▶ [THE PROBLEM]
Drop the pictures, then repeat every record exactly as it stands.

Human pose keypoint data
--*--

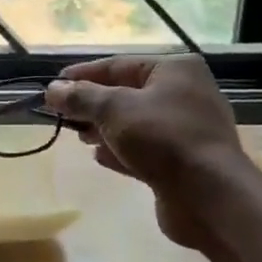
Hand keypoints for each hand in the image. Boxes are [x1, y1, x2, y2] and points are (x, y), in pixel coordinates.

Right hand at [44, 55, 250, 248]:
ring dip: (104, 129)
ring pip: (134, 123)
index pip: (118, 65)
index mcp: (175, 70)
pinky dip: (121, 151)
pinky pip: (144, 149)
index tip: (53, 86)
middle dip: (92, 105)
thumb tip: (52, 89)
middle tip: (61, 115)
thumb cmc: (162, 138)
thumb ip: (81, 97)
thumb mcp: (114, 109)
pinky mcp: (183, 161)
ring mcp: (186, 130)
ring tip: (79, 137)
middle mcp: (185, 94)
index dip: (82, 75)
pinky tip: (99, 157)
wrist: (209, 196)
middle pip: (126, 93)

--*--

▶ [YOUR RESPONSE]
Hand keypoints for each hand in the image. Boxes are [x1, y1, x2, y2] and points are (x, y), in pixel coordinates.

Right hand at [44, 55, 250, 248]:
ring dip: (104, 129)
ring pip: (134, 123)
index pip: (118, 65)
index mcp: (175, 70)
pinky dip: (121, 151)
pinky pip: (144, 149)
index tip: (53, 86)
middle dip: (92, 105)
thumb tip: (52, 89)
middle tip: (61, 115)
thumb cmc: (162, 138)
thumb ip: (81, 97)
thumb mcp: (114, 109)
pinky mcp: (183, 161)
ring mcp: (186, 130)
ring tip: (79, 137)
middle mcp: (185, 94)
index dip: (82, 75)
pinky tip: (99, 157)
wrist: (209, 196)
middle pip: (126, 93)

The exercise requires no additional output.